資生堂は今年のダブルイレブンで1億元(約16億円)以上を売り上げるなど、アリババの販売力の恩恵にあずかる企業の一つ。16年には両社で戦略業務提携を結んでいる。
この提携関係を基に、資生堂がアリババの販売データを活用して開発したのが、「アクエア(水之密語)」というヘアケアブランドだ(写真)。忙しくて毎日髪を洗えない女性向けに、頭皮の汚れを落としやすいシャンプーや、美しいロングヘアにしたい人のために枝毛ケア用ヘアオイルといった商品を2社で共同開発。9月からアリババのECサイトで独占販売しており、これまでに目標を上回る販売実績をたたき出しているという。
資生堂の藤原憲太郎中国地域CEO(本社執行役員)はダブルイレブンの会場で、「中国は最も重要な市場」と明言。その上で、アリババとの関係はもはやECサイトで販売することにとどまらず、アリババのビッグデータを通して中国の消費者を理解し、そのニーズに合った商品を開発する域に入っていると説明した。
広大かつ13億人もの人口を抱える中国では、地域・世代で消費の傾向に大きな違いがある。この違いは対面のヒアリングなどの従来のマーケティング手段ではとても捕捉し切れない。それがアリババなら、消費者について非常に細かいデータを持っている。これがパートナーとしての魅力だという。

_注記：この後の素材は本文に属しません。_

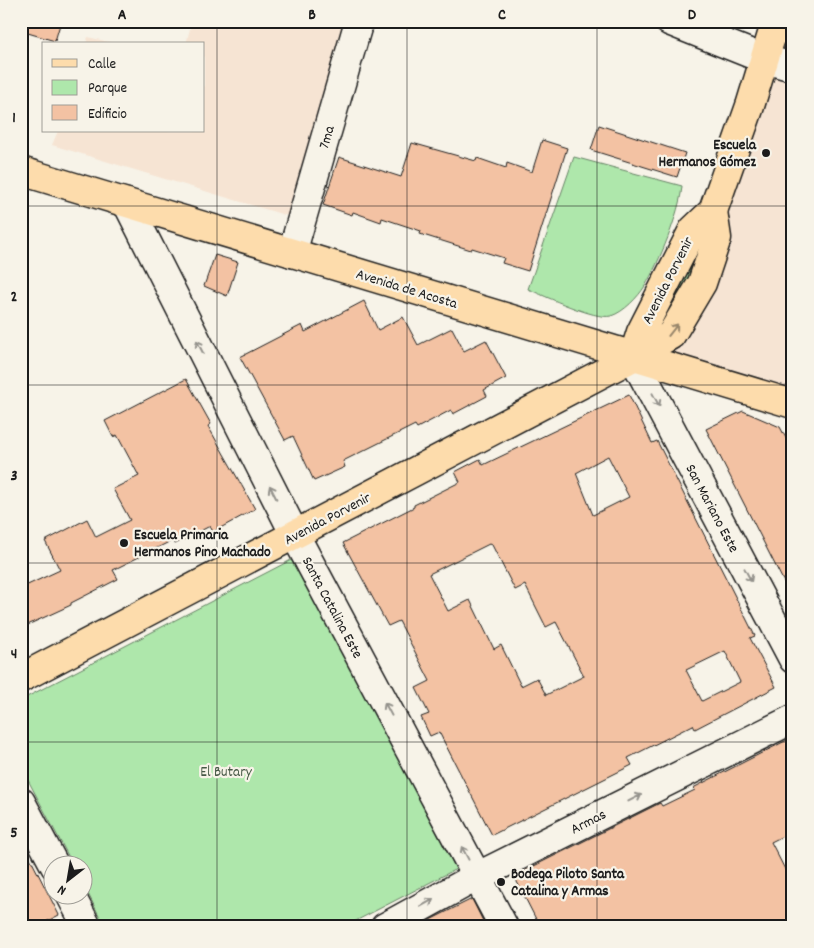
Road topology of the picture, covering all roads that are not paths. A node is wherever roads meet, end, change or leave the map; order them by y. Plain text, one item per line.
1 (359, 21) edge
2 (670, 21) edge
3 (776, 21) edge
4 (764, 58) junction
5 (793, 67) edge
6 (21, 171) edge
7 (127, 204) junction
8 (292, 253) junction
9 (633, 357) junction
10 (793, 404) edge
11 (295, 535) junction
12 (793, 659) edge
13 (21, 678) edge
14 (793, 719) edge
15 (21, 802) edge
16 (50, 856) edge
17 (478, 876) junction
18 (76, 906) edge
19 (87, 927) edge
20 (385, 927) edge
21 (504, 927) edge

1 - 8 street, 7ma
2 - 4 street
3 - 4 main road, Avenida Porvenir
4 - 5 street
4 - 9 main road, Avenida Porvenir
6 - 7 main road, Avenida de Acosta
7 - 8 main road, Avenida de Acosta
11 -> 7 street, Santa Catalina Este
8 - 9 main road, Avenida de Acosta
9 - 10 main road, Avenida de Acosta
9 - 11 main road, Avenida Porvenir
9 -> 12 street, San Mariano Este
11 - 13 main road, Avenida Porvenir
17 -> 11 street, Santa Catalina Este
17 -> 14 street, Armas
15 - 16 street
20 -> 17 street, Armas
17 - 21 street, Santa Catalina Este
18 - 19 street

さらに資生堂は今後、ITを使った事業変革・改善手法をアリババから学び、自社のデジタルトランスフォーメーションにつなげていくという。「中国から新しい価値を生み出す。中国から発信し、グループに貢献する」(藤原中国地域CEO)。技術力、経営力を増す中国ハイテク企業の真価が、ダブルイレブン商戦とアリババ1社に凝縮して表れている。